RNA-seq and GSEA identifies suppression of ligand-gated chloride efflux channels as the major gene pathway contributing to form deprivation myopia

Currently there is no consensus regarding the aetiology of the excessive ocular volume that characterizes high myopia. Thus, we aimed to test whether the gene pathways identified by gene set enrichment analysis of RNA-seq transcriptomics refutes the predictions of the Retinal Ion Driven Efflux (RIDE) hypothesis when applied to the induction of form-deprivation myopia (FDM) and subsequent recovery (post-occluder removal). We found that the induction of profound FDM led to significant suppression in the ligand-gated chloride ion channel transport pathway via suppression of glycine, GABA(A) and GABA(C) ionotropic receptors.

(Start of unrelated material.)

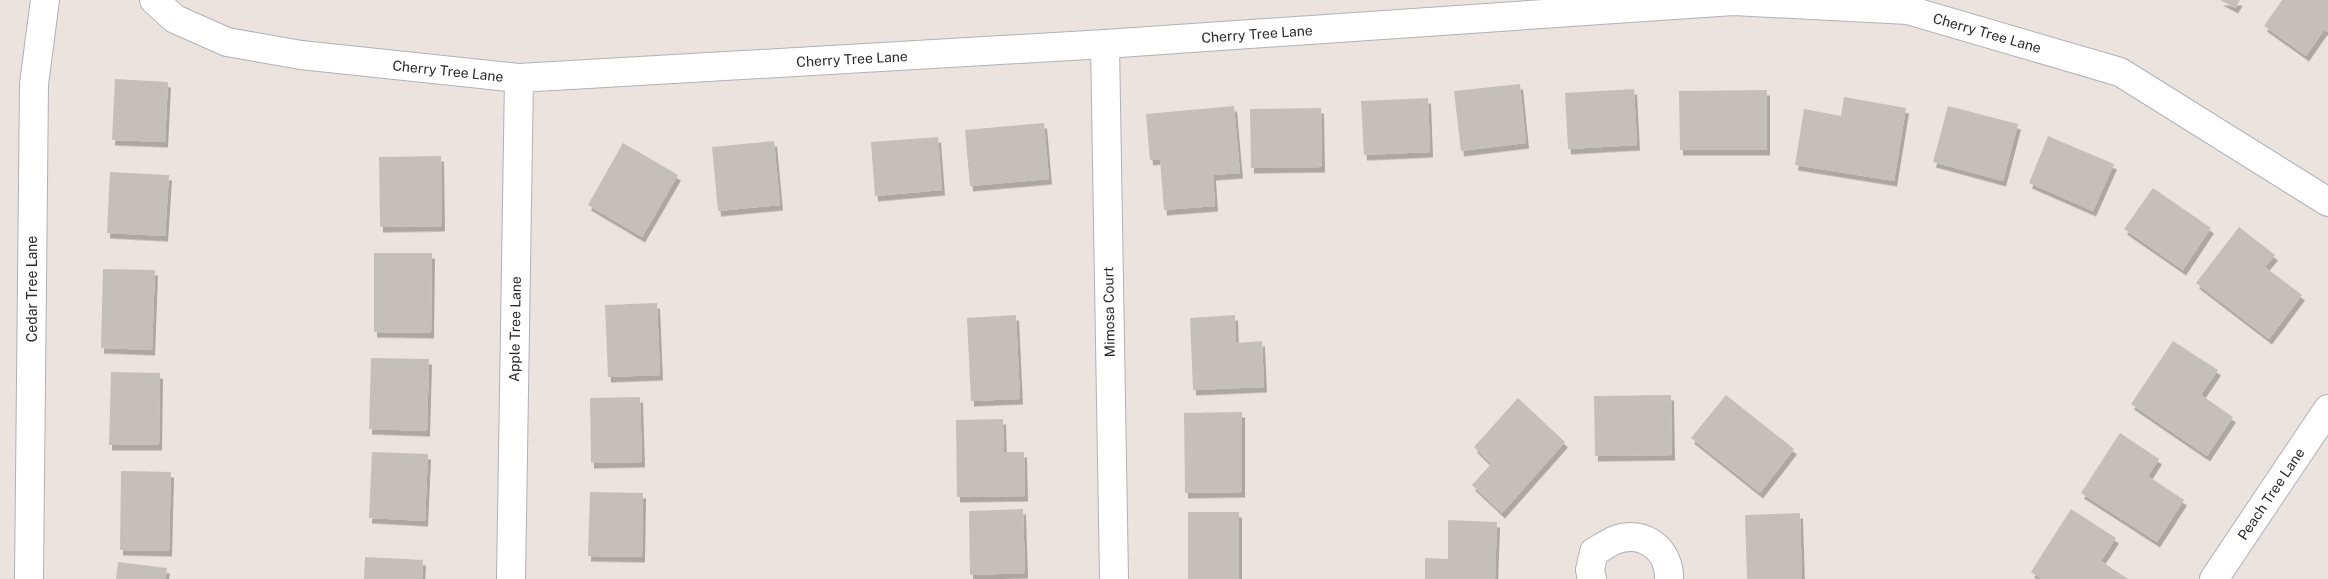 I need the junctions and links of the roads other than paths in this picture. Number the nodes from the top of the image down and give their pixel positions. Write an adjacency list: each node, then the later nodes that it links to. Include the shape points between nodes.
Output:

Post-occluder removal for short term recovery from FDM of 6 h and 24 h, induced significant upregulation of the gene families linked to cone receptor phototransduction, mitochondrial energy, and complement pathways. These findings support a model of form deprivation myopia as a Cl(−) ion driven adaptive fluid response to the modulation of the visual signal cascade by form deprivation that in turn affects the resultant ionic environment of the outer and inner retinal tissues, axial and vitreal elongation as predicted by the RIDE model. Occluder removal and return to normal light conditions led to return to more normal upregulation of phototransduction, slowed growth rate, refractive recovery and apparent return towards physiological homeostasis.